Une partie de l'importance des Logiciels Libres a déjà été évoquée dans cette tribune. Mais la transmission de la connaissance ne peut être entièrement réalisée via le logiciel à lui seul étant donné que l'implémentation des concepts et de la connaissance dans le logiciel est un procédé qui engendre des pertes. Lors de la programmation, la partie de l'information qui ne peut pas être retrouvée à partir du seul code source est toujours perdue.

Selon la complexité du programme ou du problème, n'étudier que le code source est une tentative inefficace ou sans espoir pour comprendre la fonction ou savoir comment utiliser un programme. Cependant, les deux sont des libertés essentielles du Logiciel Libre.

La documentation technique est une bien meilleure manière de transmettre cette information avec beaucoup plus de fond qui est généralement perdu une fois intégré dans le logiciel. C'est donc en toute logique que les concepts du Logiciel Libre et de la Documentation Libre sont étroitement liés. [5]

En fait, la Documentation Libre est essentielle au Logiciel Libre. Même s'il est vrai que la plupart du savoir concernant l'utilisation et le fonctionnement des programmes peut également être appris au moyen de la documentation propriétaire, cela se fait au prix de la limitation de la liberté de redistribuer les modifications. Le logiciel ne peut être distribué que si on enlève la documentation. Cela engendre les désavantages sus-mentionnés pour le destinataire.

La liberté de modifier un programme est aussi limitée car la documentation non libre ne permet pas de la maintenir à jour par rapport au logiciel. Cela mène à des malentendus lors de l'utilisation par de futurs utilisateurs et pose également des limites aux améliorations futures étant donné que leurs auteurs devront d'abord chercher les différences entre un morceau de code et sa documentation en étudiant le code source.

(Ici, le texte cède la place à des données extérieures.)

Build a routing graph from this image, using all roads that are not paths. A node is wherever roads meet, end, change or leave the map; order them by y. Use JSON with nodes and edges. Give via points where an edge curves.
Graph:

Clairement, comme le logiciel non libre, la documentation non libre se déprécie rapidement dans son utilité à cause de son manque de capacité de maintenance.

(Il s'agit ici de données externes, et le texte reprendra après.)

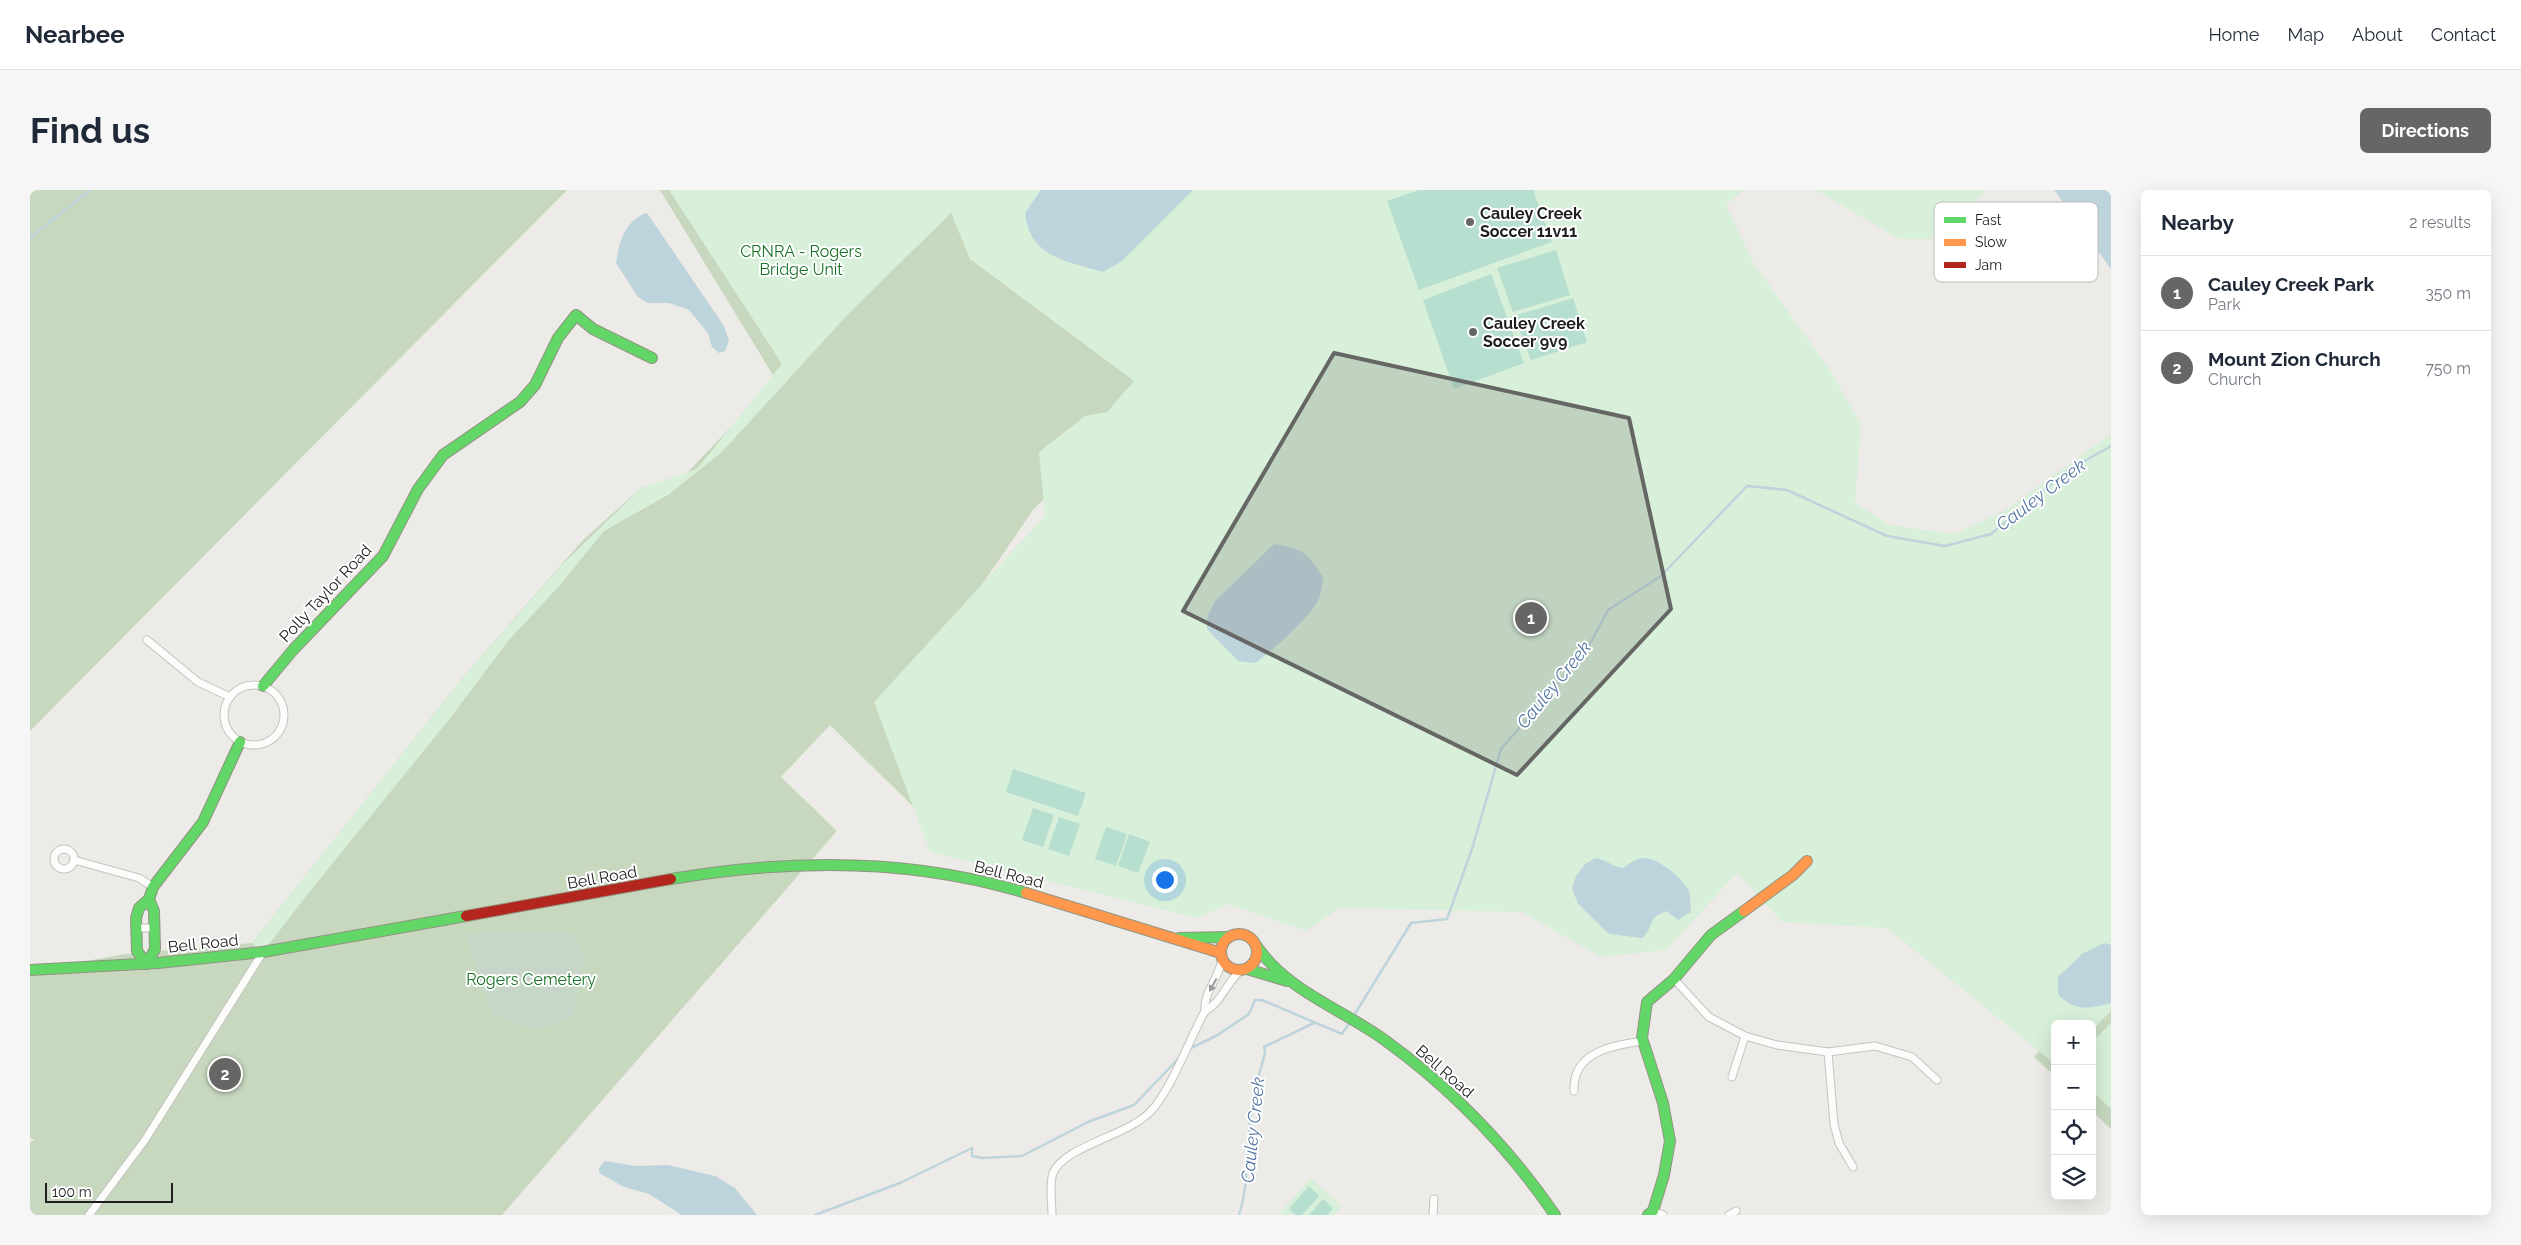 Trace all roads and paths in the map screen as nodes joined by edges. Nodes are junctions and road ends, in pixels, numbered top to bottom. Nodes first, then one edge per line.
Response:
1 (652, 358) dead end
2 (147, 640) dead end
3 (263, 686) junction
4 (230, 697) junction
5 (240, 742) junction
6 (74, 860) dead end
7 (1807, 861) dead end
8 (153, 887) junction
9 (149, 899) junction
10 (136, 928) junction
11 (153, 928) junction
12 (1228, 937) junction
13 (1173, 938) junction
14 (1258, 948) junction
15 (263, 952) junction
16 (1222, 956) junction
17 (147, 964) junction
18 (1244, 969) junction
19 (30, 970) edge
20 (1674, 979) junction
21 (1288, 981) junction
22 (1205, 1011) junction
23 (1745, 1036) junction
24 (1643, 1042) junction
25 (1828, 1052) junction
26 (1732, 1077) dead end
27 (1937, 1080) dead end
28 (1574, 1091) dead end
29 (1854, 1166) dead end
30 (1434, 1199) dead end
31 (1655, 1214) edge
32 (90, 1215) edge
33 (1052, 1215) edge
34 (1433, 1215) edge
35 (1555, 1215) edge

1 - 3 street, Polly Taylor Road
2 - 4 street
3 - 4 street
3 - 5 street
4 - 5 street
5 - 8 street
6 - 8 street
7 - 20 street
8 - 9 street
9 - 10 street
9 - 11 street
10 - 11 street
10 - 17 street
11 - 17 street
12 - 13 street, Bell Road
12 - 14 street, Bell Road
12 - 16 street
13 - 15 street, Bell Road
13 - 16 street, Bell Road
14 - 18 street
14 - 21 street, Bell Road
15 - 17 street, Bell Road
15 - 32 street
16 - 18 street, Bell Road
16 -> 22 street
17 - 19 street, Bell Road
18 - 21 street, Bell Road
18 - 22 street
20 - 23 street
20 - 24 street
21 - 35 street, Bell Road
22 - 33 street
23 - 25 street
23 - 26 street
24 - 28 street
24 - 31 street
25 - 27 street
25 - 29 street
30 - 34 street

De plus, la documentation propriétaire du Logiciel Libre met des limites à l'égalité des chances et à l'acquisition de connaissances car les droits de licence dans l'hémisphère nord sont souvent inabordables pour les étudiants des régions moins favorisées.

Ainsi, le Logiciel Libre joue un rôle clef dans le maintien des libertés non seulement sur papier mais aussi en réalité pour toutes les personnes dans les sociétés de l'information à venir.

GNU Press

GNU Press [6] est le projet d'édition de la Fondation pour le Logiciel Libre (FSF) en complément du Projet GNU, dans lequel vont les développements de GNU Press. L'objectif de GNU Press est de publier des livres d'informatique à des prix accessibles sous des Licences Libres pour la Documentation [7].

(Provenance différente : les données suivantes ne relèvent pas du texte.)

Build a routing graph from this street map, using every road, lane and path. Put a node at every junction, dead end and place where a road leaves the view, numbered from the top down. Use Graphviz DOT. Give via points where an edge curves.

GNU Press est géré par Lisa "Opus" Goldstein, une activiste de longue date du Logiciel Libre, qui connaît la Free Software Foundation depuis ses débuts et gère le bureau de la FSF à Boston.

Green Tea Press

Une autre maison d'édition, pour le moment relativement petite, de Livres Libres est Green Tea Press [8] de Allen B. Downey et Lisa Cutler. Elle avait débuté en publiant le livre "How to Think Like a Computer Scientist: Learning with Python" dont la variante pour C++ et Java existe aussi.

Un autre titre au catalogue est "Learning Perl the Hard Way" et le futur nous fait entrevoir heureusement encore plus de Livres Libres de la part de Green Tea Press. Mais cela va dépendre des lecteurs.

Sur la page, Allan Downey décrit cinq façons très simples [9] avec lesquelles un lecteur peut encourager les Livres Libres, en premier en faisant des liens entre eux. Une autre manière est d'encourager la construction de canaux de distribution au travers des demandes à la librairie du coin et aux plus grandes librairies. Une dernière méthode est de les recommander aux libraires et aux professeurs afin de soutenir la documentation libre.

Network Theory

Et pour finir, mais il n'en est pas le moins important, Network Theory [10] de Brian Gough se devait d'être mentionné. Il est aussi à l'origine du thème de ce numéro de Brave GNU World car il a eu l'idée de parler de la documentation libre et des questions attenantes.

Network Theory a été fondé deux ans avant de se rendre compte que maintenir la liberté du Logiciel Libre nécessite aussi de la documentation libre et Brian Gough venait juste de finir d'écrire le "GNU Scientific Library Reference Manual."

Vu qu'il était trop volumineux pour être imprimé et que son bureau saturait déjà des impressions d'autres manuels, il décida d'utiliser la connaissance qu'il avait de la publication, acquise lors d'un emploi précédent, pour fonder Network Theory en vue de publier ces premiers livres.

Jusqu'à présent, sept titres ont été publiés parmi lesquels le manuel officiel de CVS. Cinq autres sont en préparation. Les bénéfices ne sont pas utilisés exclusivement à aider financièrement le Logiciel Libre et les organisations comme la Free Software Foundation. Ils servent également à engager des auteurs afin d'écrire encore plus de documentation libre.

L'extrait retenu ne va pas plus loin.